Saturday, February 8, 2014

Winning Bid: Reggie Buys a (School of) Duncan Phyfe Games Table

In today's post I reveal which of the five school of Duncan Phyfe games tables I bought during the Important Americana auctions held in New York this January.  Of the forty-three Dear Readers who responded to my query (both here and on my FB page), the vast majority thought I bought either lot 369 (52%) or lot 383 (39%) in the Sotheby's sale.  Only two of you (5% of respondents) correctly posited that it was actually lot 410 (the least "gainly" of the ones offered) that I ultimately brought home.  

Here is how it happened:

The Sotheby's and Christie's Important Americana sales were held on Friday, January 24th, and Saturday, January 25th, with previews held during the week leading up to the sales.  I was determined to make it to the previews, Dear Reader, to examine the school of Duncan Phyfe games tables discussed in my previous post, and I was fortunate to be able to slip away from my office the afternoon of the last day of the previews to do just that.
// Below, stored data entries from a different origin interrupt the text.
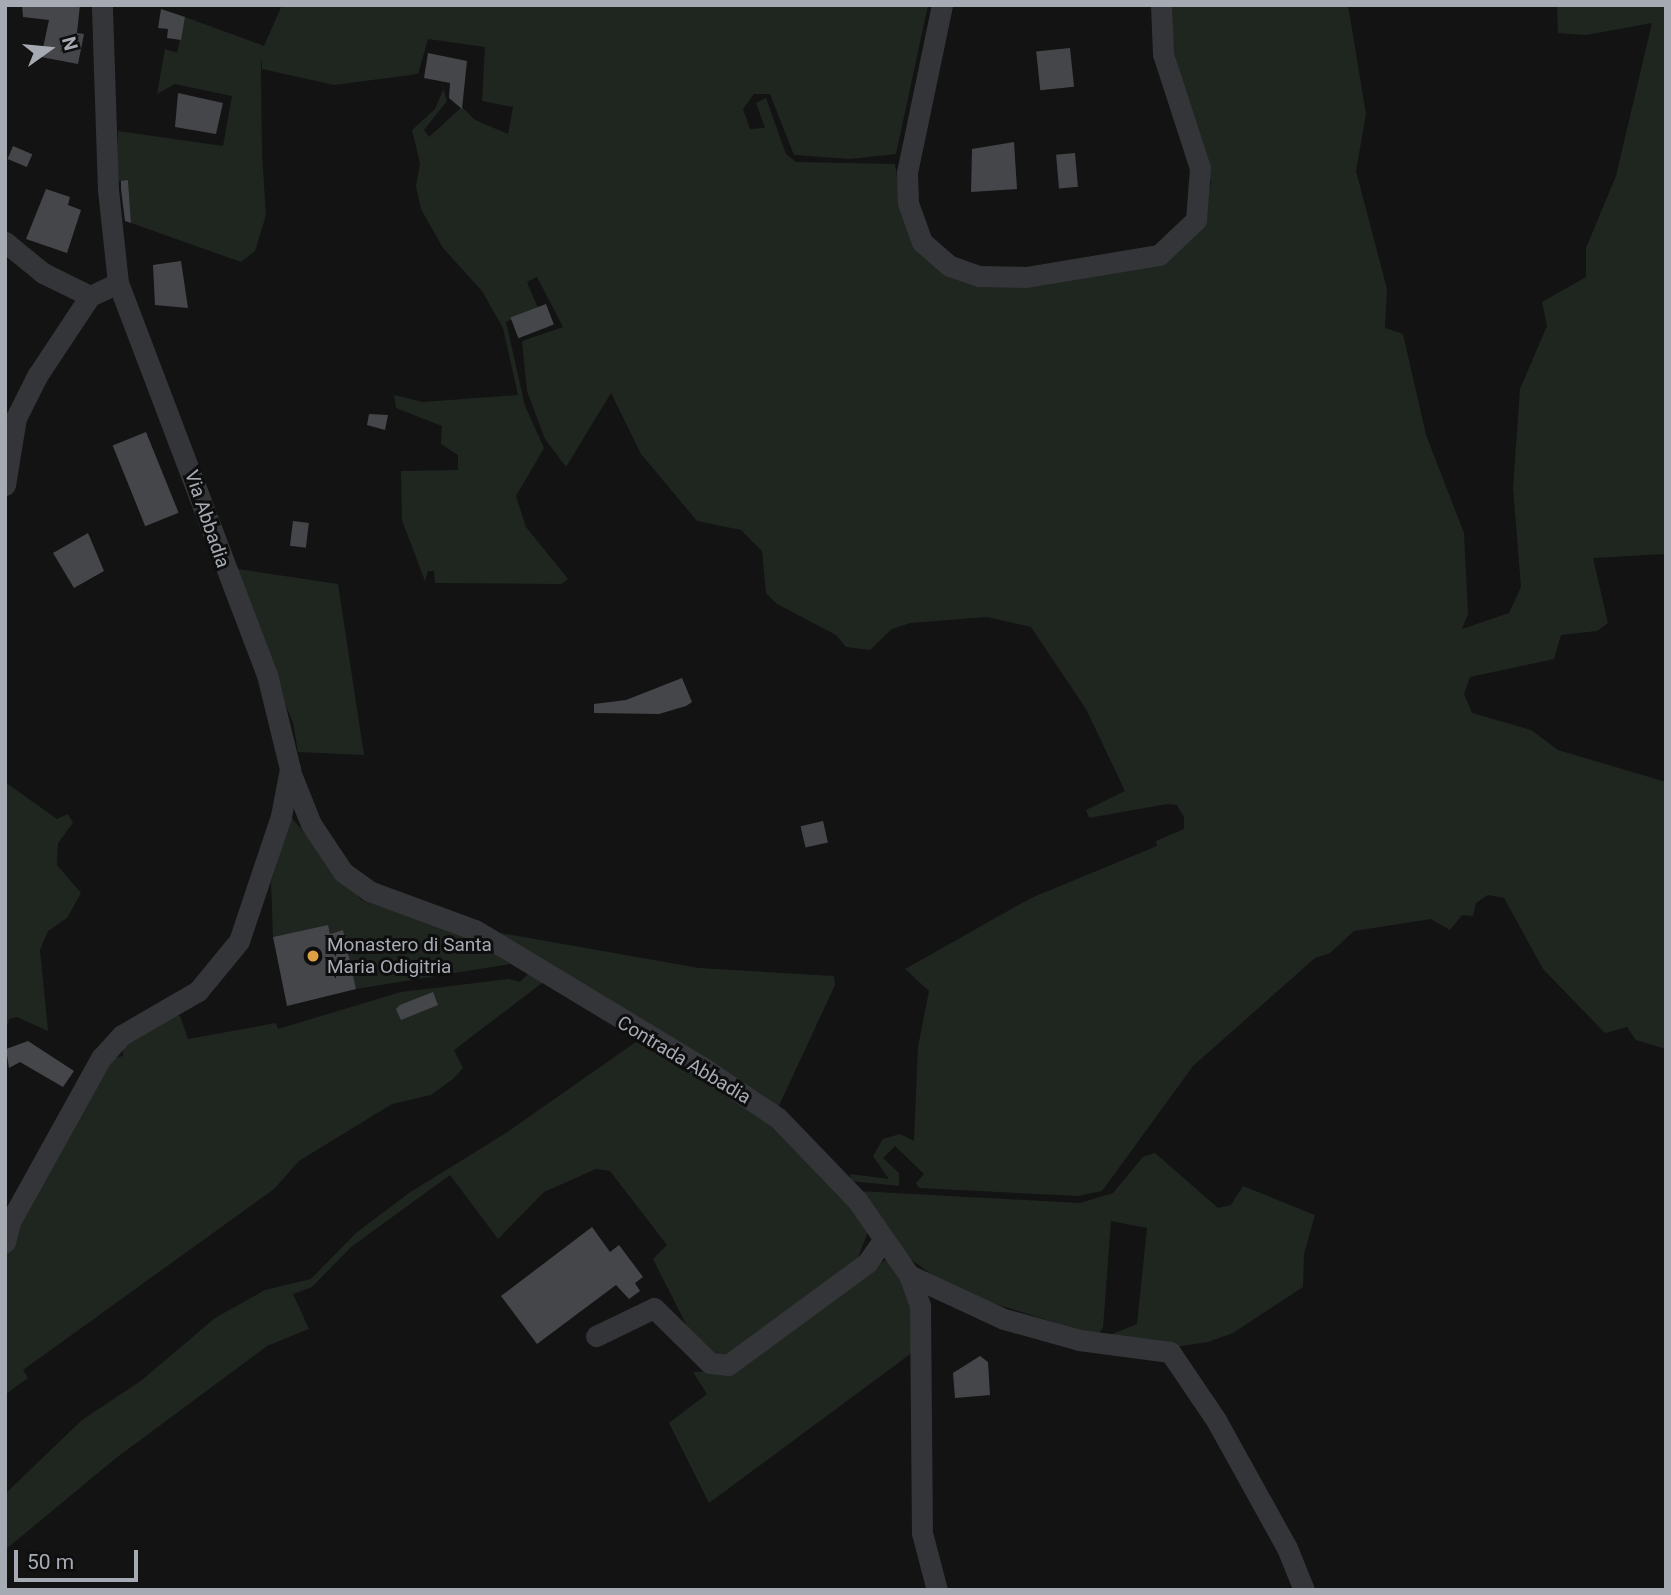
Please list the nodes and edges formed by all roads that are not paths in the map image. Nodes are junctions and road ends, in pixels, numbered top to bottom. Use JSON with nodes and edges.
{"nodes":[{"id":1,"x":102,"y":5,"type":"edge"},
{"id":2,"x":943,"y":5,"type":"edge"},
{"id":3,"x":1161,"y":5,"type":"edge"},
{"id":4,"x":5,"y":242,"type":"edge"},
{"id":5,"x":118,"y":283,"type":"junction"},
{"id":6,"x":90,"y":296,"type":"junction"},
{"id":7,"x":5,"y":485,"type":"edge"},
{"id":8,"x":289,"y":768,"type":"junction"},
{"id":9,"x":884,"y":1239,"type":"junction"},
{"id":10,"x":5,"y":1242,"type":"edge"},
{"id":11,"x":909,"y":1275,"type":"junction"},
{"id":12,"x":596,"y":1336,"type":"dead end"},
{"id":13,"x":937,"y":1590,"type":"edge"},
{"id":14,"x":1304,"y":1590,"type":"edge"}],
"edges":[{"from":1,"to":5,"type":"street","name":"Via Abbadia"},
{"from":2,"to":3,"type":"street"},
{"from":4,"to":6,"type":"street"},
{"from":5,"to":6,"type":"street"},
{"from":5,"to":8,"type":"street","name":"Via Abbadia"},
{"from":6,"to":7,"type":"street"},
{"from":8,"to":9,"type":"street","name":"Contrada Abbadia"},
{"from":8,"to":10,"type":"street","name":"Via Abbadia"},
{"from":9,"to":11,"type":"street","name":"Contrada Abbadia"},
{"from":9,"to":12,"type":"street"},
{"from":11,"to":13,"type":"street","name":"Contrada Abbadia"},
{"from":11,"to":14,"type":"street"}]}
Christie's lot 147 "Superior" quality Duncan Phyfe-
attributed games table on which Reggie did not bid

My first stop, though, was at '21', where I had a leisurely lunch with an old friend—a most excellent way to start out such an enjoyable outing.  I suggested to my friend that we meet at '21' because it is only a stone's throw from Christie's, where the best of the five games tables I was interested in looking at was on display.  After bidding my lunching companion adieu I strolled over to Christie's just in time to look the table over, slipping into the exhibition room as the handlers were beginning to break down the preview ahead of the next day's sale.  While I concluded the Christie's games table was certainly a very handsome piece, it did not get my juices flowing sufficiently to make me seriously consider leaving a bid for it.  Besides, I knew it would sell well above my price range, so why even bother?

The main exhibition floor at Sotheby's Important Americana preview

I then hightailed it over to Sotheby's to take in their preview, which included the four remaining games tables, each with a supposed Duncan Phyfe connection, in which I was interested.  As is typical of the Important Americana sales at both auction houses, most of the better furniture on offer at Sotheby's was of the late-eighteenth-century ball-and-claw variety.  While I can appreciate the merits of such furniture, it is not of interest to Dear Old Reggie.  No, I was there to check out the goods of the first quarter of the nineteenth century, also known as the Federal and Classical eras, which is the sweet spot of our collecting at Darlington.

The Federal and Classical era section
at Sotheby's Important Americana preview

Fortunately there was a grouping of furniture and decorations from that period, where—not surprisingly—the four games tables I was interested in examining were to be found.

A not very good photograph of the "Best" quality school
of Duncan Phyfe games tables on display at Sotheby's

The first table I came to examine was lot 383, the "Best" quality trick-leg table shown in the preceding photograph.  While admittedly its form and execution was very fine (in auction parlance), there had been much restoration to the table, with the underside of the top largely rebuilt.  That nixed it for me.  Besides, we already own two similar form school of Duncan Phyfe tripod tilt-top tables at Darlington, which sit at either end of our sofa in our drawing room.

The "Better Yet" quality school of Duncan Phyfe
five-legged games table at Sotheby's

I next looked over lot 369, the five-legged games table on offer, but passed on it, too, because we already have a similar Pembroke-form table that we bought at Bernard & S. Dean Levy a decade or so ago. 

The "Better" quality school of Duncan Phyfe
pedestal games table at Sotheby's

Looking around the room I then noticed lot 410, a table that I had dismissed when looking at Sotheby's online catalogue.  Wait a minute, I thought—what about this one?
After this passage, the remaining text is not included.